HEADLEE: OK. Thank you very much. That's Annemarie, calling from North Carolina. And we also have a call from Bryan(ph) in Cincinnati, Ohio. And, Bryan, you're a physician?

BRYAN: Yeah, a psychiatrist actually (unintelligible) psychiatrist and...

HEADLEE: And you use a pedometer.

BRYAN: Yeah, it sounds kind of pedestrian with all these quantifiable devices. But I asked my - my New Year's resolution was - I'm not overweight, I'm thin and I'm very active, but I don't like to sit at work. And I'm trying to encourage my patients not to be sedentary. So I asked my kids, where's that pedometer that I used to have years ago? And they said, Dad, you don't need a pedometer. Just get an app on your iPhone. So I did that, and the last few weeks I've been standing at work and on a portable stair-stepper, which I've jerry-rigged in such a way that I can have a desk that's elevated and I can enter data as I interview patients.

And I take my patients for a walks to try to show them that human beings are, by nature, on-the-go and it's more healthy to be moving around. Even with kids with ADHD, I, you know, encourage them to move and to be active so that - I think it's therapeutic. But then I set example in the office.

HEADLEE: Well, that is Dr. Bryan in Cincinnati, Ohio with a little helpful advice for anybody. And we're speaking with Holly Finn who's a columnist for The Wall Street Journal. What's the danger here? I mean, besides becoming narcissistic, I guess, if you have a tendency - can you just become too focused on this?

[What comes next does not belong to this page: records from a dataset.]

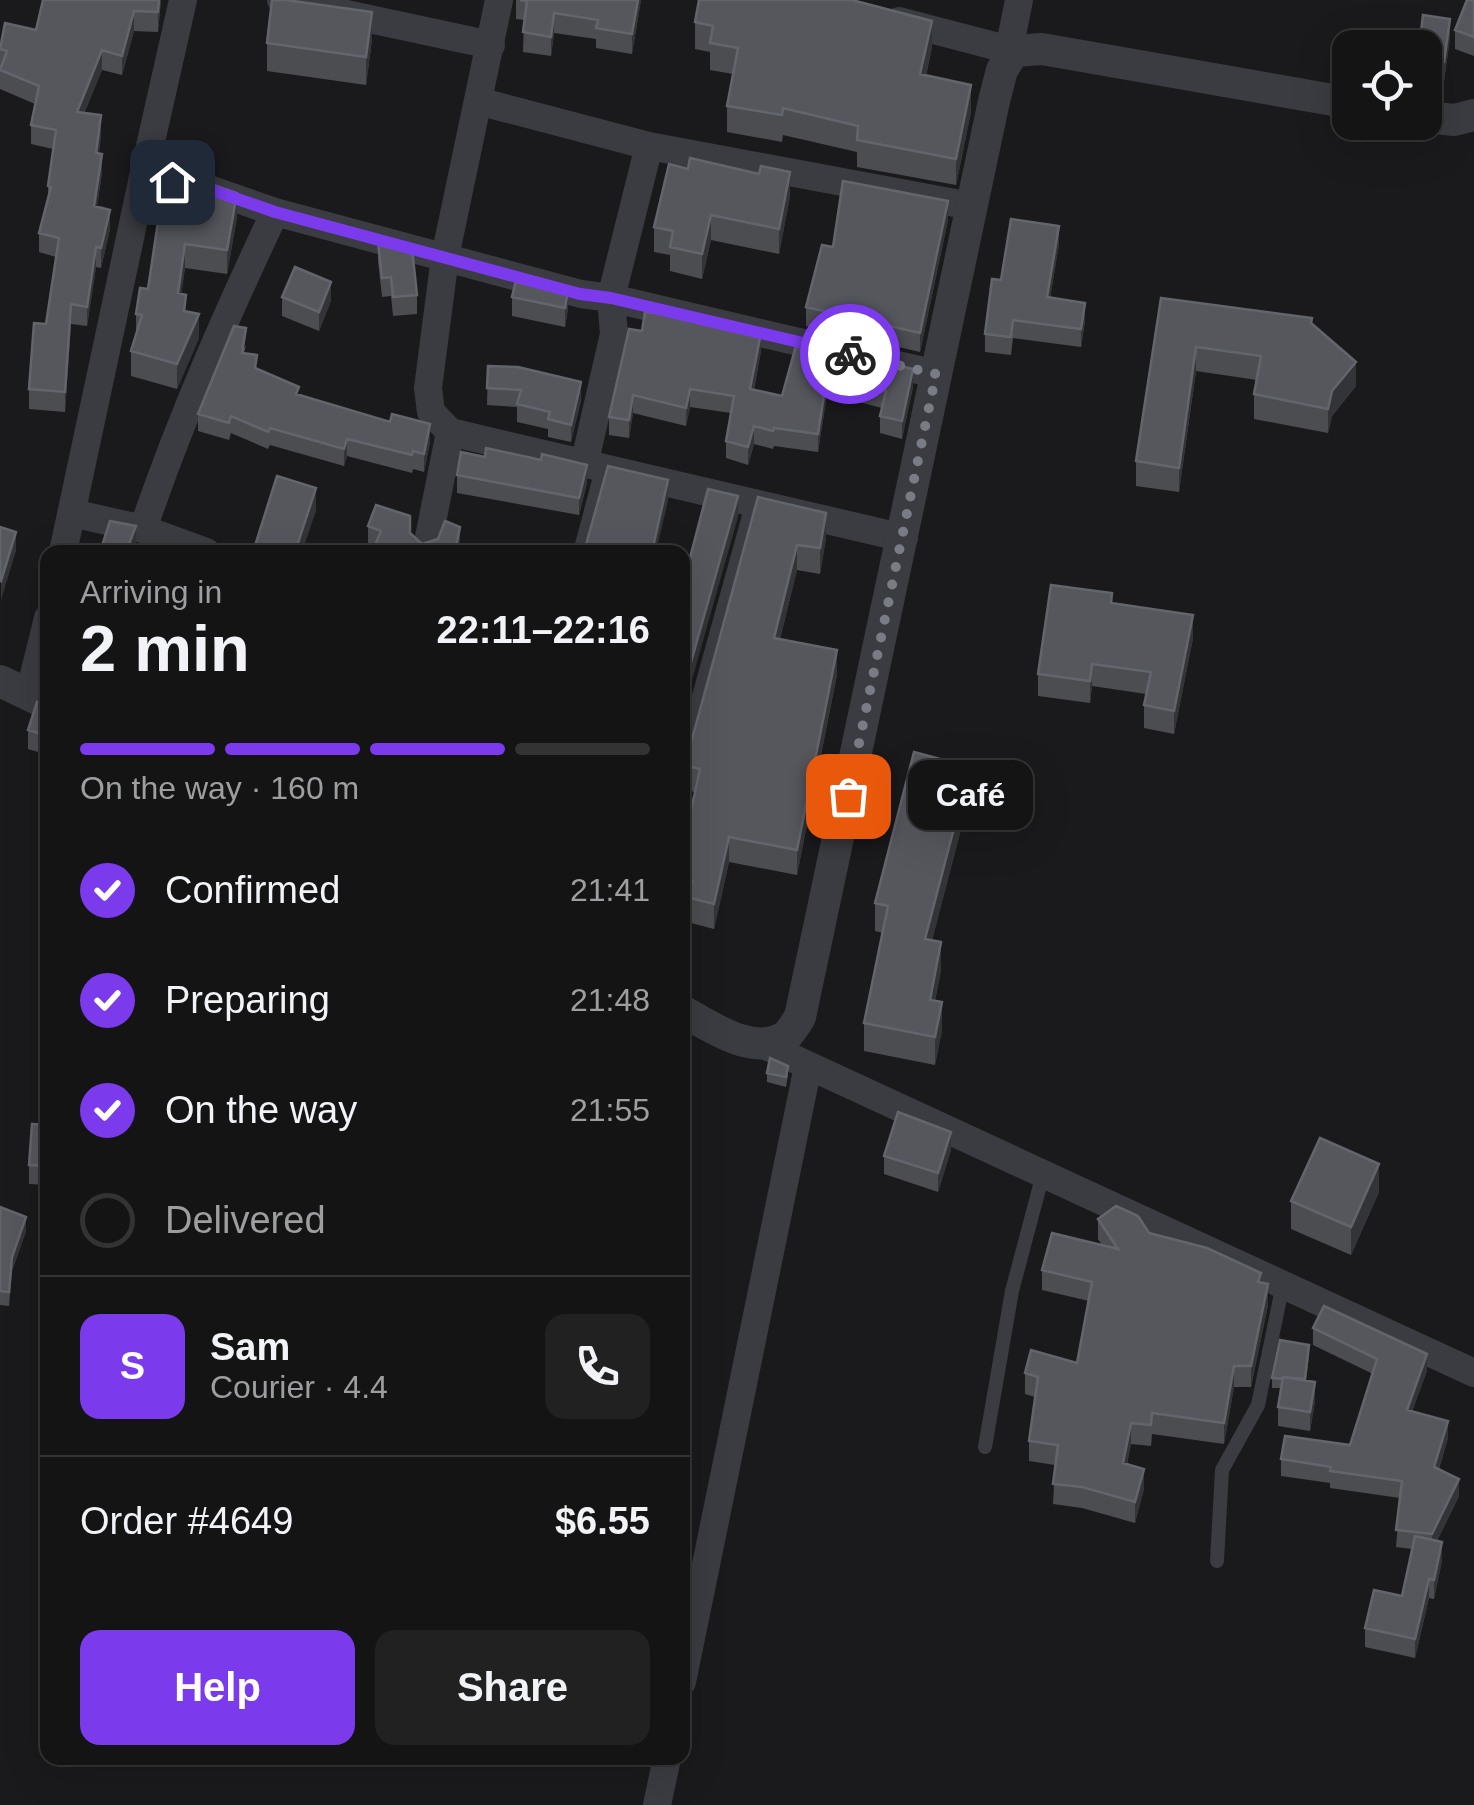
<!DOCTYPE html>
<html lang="en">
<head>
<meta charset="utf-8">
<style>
	:root { --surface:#141415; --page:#212122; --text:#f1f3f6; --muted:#9d9ea0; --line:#333334; --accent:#7c3aed }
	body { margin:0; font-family:Arial,sans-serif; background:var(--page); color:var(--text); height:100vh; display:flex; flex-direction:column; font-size:38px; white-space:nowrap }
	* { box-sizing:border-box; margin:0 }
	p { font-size:32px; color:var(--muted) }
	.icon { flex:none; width:55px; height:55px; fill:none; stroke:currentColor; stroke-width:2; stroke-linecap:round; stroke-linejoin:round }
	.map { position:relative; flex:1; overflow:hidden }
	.drawer { position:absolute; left:40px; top:545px; width:650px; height:1220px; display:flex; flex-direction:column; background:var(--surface); border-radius:20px; box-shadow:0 10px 40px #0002,0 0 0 2px var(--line) }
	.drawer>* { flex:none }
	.tools { position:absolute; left:1332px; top:30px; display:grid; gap:20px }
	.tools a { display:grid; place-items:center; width:110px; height:110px; border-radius:20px; background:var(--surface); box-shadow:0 10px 40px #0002,0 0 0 2px var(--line); font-size:50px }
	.pin { position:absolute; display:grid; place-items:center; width:85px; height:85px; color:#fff; margin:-42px; border-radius:20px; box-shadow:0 5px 15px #0006 }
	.courier { position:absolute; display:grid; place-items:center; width:100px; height:100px; margin:-50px; border:8px solid #7c3aed; border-radius:50%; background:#fff; color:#222; box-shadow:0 2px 12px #0007 }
	.bubble { position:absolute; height:70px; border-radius:20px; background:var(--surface); box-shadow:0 10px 40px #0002,0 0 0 2px var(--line); font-size:32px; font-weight:700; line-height:70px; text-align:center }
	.head em { font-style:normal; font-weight:700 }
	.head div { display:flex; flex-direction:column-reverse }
	.head { display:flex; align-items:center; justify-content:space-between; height:170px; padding:0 40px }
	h1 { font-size:65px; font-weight:700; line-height:75px }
	.bar { display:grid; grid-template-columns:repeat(4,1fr); gap:15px 10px; align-content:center; height:120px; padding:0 40px }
	.bar i { height:12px; border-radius:8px; background:var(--line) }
	.bar .on { background:var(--accent) }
	.bar p { grid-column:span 4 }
	.line { display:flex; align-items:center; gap:25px; padding:0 40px; border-top:2px solid var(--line) }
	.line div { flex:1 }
	.round { display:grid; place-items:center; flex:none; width:105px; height:105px; border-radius:20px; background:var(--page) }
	ol { padding:0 40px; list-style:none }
	li { display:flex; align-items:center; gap:30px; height:110px }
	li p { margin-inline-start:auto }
	li .icon { padding:10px; border-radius:50%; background:var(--accent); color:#fff; stroke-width:4 }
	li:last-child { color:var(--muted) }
	li i { width:55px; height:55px; border:5px solid var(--line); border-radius:50% }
	.primary-button { display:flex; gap:20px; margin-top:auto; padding:20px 40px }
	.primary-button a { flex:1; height:115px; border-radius:20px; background:var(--accent); color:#fff; font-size:40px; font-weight:700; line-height:115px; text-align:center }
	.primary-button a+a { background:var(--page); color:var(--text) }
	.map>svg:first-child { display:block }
</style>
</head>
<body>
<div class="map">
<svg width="1474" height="1805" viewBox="0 0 1474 1805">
	<rect width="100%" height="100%" fill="#1a1a1c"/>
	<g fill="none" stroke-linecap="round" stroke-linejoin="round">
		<!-- service -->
		<path stroke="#3a3c41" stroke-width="14" d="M580,552L602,469
			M682,757L752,505
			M985,1447L1012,1291L1043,1174
			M1217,1561L1222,1470L1258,1405L1283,1284"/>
		<!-- minor -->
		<path stroke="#3a3c41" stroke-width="28" d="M281,0L491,45
			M499,0L445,257L428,388L431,412L450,432L904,538
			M899,21L1014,51
			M1009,50L1019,0
			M478,101L649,146L971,206
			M649,146L611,298L936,374
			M143,177L183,0
			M72,513L143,529L206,552
			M143,529C180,420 226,316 275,212
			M63,552L143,177L200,186L275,212L581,294L611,298L614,334L584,465
			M426,552L450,432
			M29,695L48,618
			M762,1044L1474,1373
			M682,1682L808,1066
			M657,1805L667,1758"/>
		<!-- tertiary -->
		<path stroke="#3a3c41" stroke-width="32" d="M1425,117L1454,120L1474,115
			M0,681L48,704
			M682,1011C711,1026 753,1058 786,1036C791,1032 796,1023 800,1017L994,101L1002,70L1014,51L1042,49L1350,103"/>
	</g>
	<!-- wall -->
	<path fill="#4b4d51" d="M43,0H161L158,32L134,31L122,75L102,70L84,113L101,135L99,153L102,173L97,206L110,229L101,268L96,267L87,326L71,324L65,412L29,409V389L46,324L56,257L39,252V233L48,198V186L53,149L31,144V125L35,104L0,89V43L36,30Z
		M516,0H641L632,54L596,48V39L554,33L551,56L523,52L524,20L516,19Z
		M1474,0V56L1455,49V30Z
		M695,22L932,47L926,76L971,112L956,185L857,167V152L783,135L782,142L727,132V106L733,74L710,70V52L695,49Z
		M1450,38L1444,81L1425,78V48Z
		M372,40L366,85L267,71V43Z
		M790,196L779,254L711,240L702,279L670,271V255L654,252V227Z
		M237,217L227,274L185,268L181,294L186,312L199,338L177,389L131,376V351L136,334V314L187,219Z
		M948,220L920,352L806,326V307L833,247Z
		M378,242L417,295V314L393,316L391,296L382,297L378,261Z
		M1059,244L1050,298L1085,321L1081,347L1013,338L1011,355L985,352V334L1001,280Z
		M282,297L331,301L319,331L282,316Z
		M512,297L568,309L565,327L512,316Z
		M1161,298L1312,324L1356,386L1332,416L1328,433L1254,419V394L1257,380L1196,371L1179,492L1136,486V461Z
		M629,329L761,351L754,390L782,396L797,342L913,387L902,439L880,433V416L882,408L827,394L818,452L774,446L773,449L754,444L748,465L726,458V441L731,413L690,407L686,426L633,413L629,438L609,435V417Z
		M246,345L244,354L257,369L299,395L430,442L424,472L413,469L412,473L347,456L344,466L270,445L268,449L231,433L229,440L198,431V414Z
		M488,366L581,400L571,442L548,437V429L517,422V407L487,405Z
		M457,475L587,483L579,515L457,493Z
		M758,497L826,538L820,574L797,570L780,639L837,675L797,875L729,862L714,929L687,922V905L682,904V818L689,820L695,792L685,790V765Z
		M368,526L410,534L422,544L438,539L460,527V552H372L368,551Z
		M1112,603L1193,638L1174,734L1144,728V705L1146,694L1092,686L1090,703L1038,696V674Z
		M48,704V755L28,749V730Z
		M970,795L932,940L941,970L935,1001L942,1030L935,1065L864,1051V1023L883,933L875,931V903Z
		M767,1073L788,1075L786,1087L767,1082Z
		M48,1125V1185L29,1184V1165Z
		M951,1150L938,1192L884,1174V1156Z
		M1379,1192L1351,1255L1291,1229V1201Z
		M0,1207L26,1231L12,1271L9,1306L0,1305Z
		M1098,1219L1149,1233L1261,1283L1268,1305L1251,1387H1234L1224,1444L1152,1434L1151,1446L1131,1444L1127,1464L1144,1489L1135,1523L1082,1508L1053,1504L1055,1465L1029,1461V1441L1035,1397L1025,1394V1373L1077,1363L1089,1301L1042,1290V1270L1102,1245L1098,1239Z
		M1313,1328L1427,1371L1412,1411L1448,1438L1439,1469L1459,1496L1437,1541L1442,1561L1434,1599L1429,1598L1415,1658L1365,1647V1628L1402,1596L1412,1549L1396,1547L1400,1498L1330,1488V1483L1281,1476V1459L1350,1445L1373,1374L1313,1345Z
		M1309,1355L1306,1380L1315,1401L1310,1431L1278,1426V1407L1281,1388H1272V1378Z"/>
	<!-- shaded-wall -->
	<path fill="#333437" d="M159,0H161L158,32V12Z
		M638,0H641L632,54V34Z
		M134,11V31L122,75V56Z
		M372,12V40L366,85V57Z
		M554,13V33L551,56V37Z
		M1450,19V38L1444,81V62Z
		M932,21V47L920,101V74Z
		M102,50V70L77,132V112Z
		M971,85V112L956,185V159Z
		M101,115V135L96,173V153Z
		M102,154V173L94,225V206Z
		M790,172V196L779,254V229Z
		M237,193V217L227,274V250Z
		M948,201V220L920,352V333Z
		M110,210V229L101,268V248Z
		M711,215V240L702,279V254Z
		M1059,226V244L1047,315V297Z
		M185,244V268L178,318V293Z
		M96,247V267L87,326V307Z
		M331,282V301L319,331V312Z
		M568,290V309L565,327V308Z
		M1085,303V321L1081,347V329Z
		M71,304V324L65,412V392Z
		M199,314V338L177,389V364Z
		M761,333V351L750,407V389Z
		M1196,347V371L1179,492V468Z
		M1356,362V386L1332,416L1328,433V409L1332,391Z
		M913,369V387L902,439V421Z
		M827,376V394L818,452V434Z
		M581,382V400L571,442V425Z
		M690,389V407L686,426V408Z
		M633,395V413L629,438V420Z
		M430,424V442L424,472V454Z
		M754,426V444L748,465V447Z
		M347,439V456L344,466V449Z
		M587,465V483L579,515V498Z
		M668,480V501L656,552H652Z
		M316,488V511L302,552H295Z
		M738,496V517L682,715V694Z
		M826,513V538L820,574V548Z
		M136,526V545L133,552H126Z
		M460,527V552H455Z
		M16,532V551L1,600V581Z
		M797,545V570L774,663V638Z
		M1193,615V638L1174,734V711Z
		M837,650V675L797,875V850Z
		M1092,664V686L1090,703V681Z
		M970,767V795L925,967V939Z
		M729,837V862L714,929V904Z
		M941,942V970L930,1028V1000Z
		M942,1002V1030L935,1065V1037Z
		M951,1132V1150L938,1192V1173Z
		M1379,1164V1192L1351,1255V1227Z
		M26,1217V1231L12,1271L9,1306L12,1257Z
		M1268,1284V1305L1251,1387V1366Z
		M1427,1354V1371L1407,1426V1410Z
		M1234,1366V1387L1224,1444V1423Z
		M1315,1382V1401L1310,1431V1412Z
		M1448,1421V1438L1434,1484V1467Z
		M1131,1423V1444L1123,1483V1463Z
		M1144,1469V1489L1135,1523V1502Z
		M1459,1479V1496L1432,1551V1534Z
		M1442,1542V1561L1434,1599V1580Z
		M1429,1579V1598L1415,1658V1639Z"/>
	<!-- building -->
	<path fill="#56575d" stroke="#63656c" stroke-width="2.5" d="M43,0H159L158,12L134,11L122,56L102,50L77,112L101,115L96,153L102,154L94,206L110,210L101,248L96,247L87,307L71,304L65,392L29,389L34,323L46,324L59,238L39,233L51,187L48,186L56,130L31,125L39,86L0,70L7,51L0,49L5,23L36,30Z
		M272,0H286L372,12L366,57L267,43Z
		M520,0H638L632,34L596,28L598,20L554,13L551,37L523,32L527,1Z
		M699,0H852L932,21L920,74L971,85L956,159L857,140L858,126L783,108L782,115L727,106L738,48L710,43L713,26L695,22Z
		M1467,0H1474V37L1455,30Z
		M1423,15L1450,19L1444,62L1425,60V48H1419Z
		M690,158L759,174L761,166L790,172L779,229L711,215L702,254L670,247L673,231L654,227L669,164L688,169Z
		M193,178L237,193L227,250L185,244L178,293L186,295L184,311L199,314L177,364L131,351L142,315L136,314L140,288L148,289L159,215L187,219Z
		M843,181L948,201L920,333L806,307L822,245L833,247Z
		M1011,219L1059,226L1047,297L1085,303L1081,329L1013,320L1011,337L985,334L992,279L1001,280Z
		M378,242L412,248L417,295L393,297L391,277L382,278Z
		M295,267L331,282L319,312L282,297Z
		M517,276L568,290L565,308L512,297Z
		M1161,298L1312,318L1311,323L1356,362L1332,391L1328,409L1254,394L1261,356L1196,347L1179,468L1136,461Z
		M645,312L700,319L761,333L750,389L782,396L797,342L913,369L902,421L880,416L886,391L827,376L818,434L774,428L773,431L754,426L748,447L726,441L734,396L690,389L686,408L633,395L629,420L609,417L629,329L642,331Z
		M234,326L246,328L242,353L257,355L255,368L299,387L296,394L390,422L392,414L430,424L424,454L413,451L412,455L347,439L344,449L270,428L268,432L231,416L229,423L198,414Z
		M488,366L518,367L581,382L571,425L548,419L550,412L517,404L521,390L487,388Z
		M486,448L541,460L542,454L587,465L579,498L457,475L461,452L485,457Z
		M608,466L668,480L652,552H584Z
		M277,476L316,488L295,552H253Z
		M708,489L738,496L682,694V572L686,573Z
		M758,497L826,513L820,548L797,545L774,638L837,650L797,850L729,837L714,904L687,897L692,881L682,879V818L689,820L700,769L685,765Z
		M376,505L410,516V533L422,544L438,539L445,521L460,527L455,552H372L381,531L368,526Z
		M110,521L136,526L126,552H100Z
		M0,527L16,532L1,581L0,580Z
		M220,546L240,552H219Z
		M1051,585L1112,593L1111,603L1193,615L1174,711L1144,705L1151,672L1092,664L1090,681L1038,674Z
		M37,702L48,704V736L28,730Z
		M914,752L970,767L925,939L941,942L930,1000L942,1002L935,1037L864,1023L888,906L875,903Z
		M770,1058L788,1066L786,1077L767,1073Z
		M898,1112L951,1132L938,1173L884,1156Z
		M32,1124L48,1125V1166L29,1165Z
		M1320,1138L1379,1164L1351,1227L1291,1201Z
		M1116,1206L1138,1216L1149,1233L1207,1248L1261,1273L1258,1282L1268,1284L1251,1366H1234L1224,1423L1152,1413L1151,1425L1131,1423L1123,1463L1144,1469L1135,1502L1082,1487L1053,1484L1058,1445L1029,1441L1038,1377L1025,1373L1031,1350L1077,1363L1092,1282L1042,1270L1052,1233L1118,1249L1098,1219Z
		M0,1207L26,1217L12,1257L9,1292L0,1291Z
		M1324,1306L1427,1354L1407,1410L1448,1421L1434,1467L1459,1479L1432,1534L1396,1530L1402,1481L1330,1471L1331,1467L1281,1459L1285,1436L1350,1445L1377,1359L1313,1328Z
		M1280,1340L1309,1345L1305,1379L1283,1377L1282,1379L1272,1378Z
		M1283,1377L1315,1382L1310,1412L1278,1407Z
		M1415,1536L1442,1542L1434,1580L1429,1579L1415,1639L1365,1628L1374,1590L1402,1596Z"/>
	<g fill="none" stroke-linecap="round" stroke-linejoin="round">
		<!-- done -->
		<path stroke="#797c84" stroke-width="10" stroke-dasharray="0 18" d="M848,796L936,374L850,354"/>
		<!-- route -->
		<path stroke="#7c3aed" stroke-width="12" d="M172,182L200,186L275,212L580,294L611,298L850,354"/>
	</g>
</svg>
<div class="tools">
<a><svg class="icon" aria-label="locate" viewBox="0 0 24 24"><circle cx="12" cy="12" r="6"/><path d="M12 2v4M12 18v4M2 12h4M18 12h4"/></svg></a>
</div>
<div class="pin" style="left:848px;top:796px;background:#ea580c"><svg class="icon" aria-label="bag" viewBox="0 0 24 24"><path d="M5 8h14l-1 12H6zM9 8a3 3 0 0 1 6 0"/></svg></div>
<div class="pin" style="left:172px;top:182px;background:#1f2937"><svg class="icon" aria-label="home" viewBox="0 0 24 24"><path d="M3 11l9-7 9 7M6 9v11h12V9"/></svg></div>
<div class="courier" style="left:850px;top:354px"><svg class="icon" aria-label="bike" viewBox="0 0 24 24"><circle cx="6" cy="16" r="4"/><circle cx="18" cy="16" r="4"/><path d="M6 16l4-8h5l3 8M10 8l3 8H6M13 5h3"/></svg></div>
<div class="bubble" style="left:908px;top:760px;width:125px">Café</div>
<section class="drawer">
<div class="head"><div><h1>2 min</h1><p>Arriving in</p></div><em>22:11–22:16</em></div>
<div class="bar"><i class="on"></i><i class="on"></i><i class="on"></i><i></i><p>On the way · 160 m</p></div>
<ol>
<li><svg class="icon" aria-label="check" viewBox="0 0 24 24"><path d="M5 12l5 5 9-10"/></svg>Confirmed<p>21:41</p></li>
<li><svg class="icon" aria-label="check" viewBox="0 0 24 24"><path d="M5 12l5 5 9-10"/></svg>Preparing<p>21:48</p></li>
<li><svg class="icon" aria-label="check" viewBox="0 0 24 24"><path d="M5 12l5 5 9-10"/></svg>On the way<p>21:55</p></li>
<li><i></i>Delivered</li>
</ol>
<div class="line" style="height:180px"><b class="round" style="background:var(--accent);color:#fff">S</b><div><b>Sam</b><p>Courier · 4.4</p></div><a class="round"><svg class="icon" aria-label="phone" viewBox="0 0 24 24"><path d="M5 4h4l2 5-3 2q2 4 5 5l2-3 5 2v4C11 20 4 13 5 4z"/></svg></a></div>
<div class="line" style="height:130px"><div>Order #4649</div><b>$6.55</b></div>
<div class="primary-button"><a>Help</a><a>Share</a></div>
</section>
</div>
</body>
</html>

FINN: Sure. It's interesting, though, the callers, both of them were talking about slight changes...

HEADLEE: Yeah.

FINN: Which I think is one of the keys here. Everyone who talks about changing your life, talks about doing it in tiny steps - that, first of all, is what I think the quantified self is about, slight modifications. But I think if I could see a danger - and I'm a big fan of this and I tend to think on the positive in general - but I think if there is a danger, it's who owns this data, who'd you give your data to, who do you share it with?

And as we've all learned, in the last few years, we need to be slightly more careful than perhaps we have been. We get so excited about all - the potential of stuff like this that we need to understand - for instance, insurance companies. I'm sure they'd be particularly interested in how many steps we take, the asthma, you know, inhaler, you know, I mentioned or, you know heart rate information, blood glucose levels. All of those things are so personal, I think - I can speak for myself, I certainly wouldn't share this with any - I don't share my data publicly, and I don't share...

HEADLEE: I'm sure many people don't want to share that either. Holly Finn is a columnist for The Wall Street Journal in her weekly Marvels column, she writes about how science and technology are changing our lives. She joined us from member station KQED in San Francisco. Thank you so much for being on TALK OF THE NATION. What's the name again of the device that you use?

FINN: It's wonderful. The Jawbone Up.

HEADLEE: OK. The Jawbone Up. There's tons of them up there, Holly, thank you so much.

FINN: Thank you. Pleasure to be here.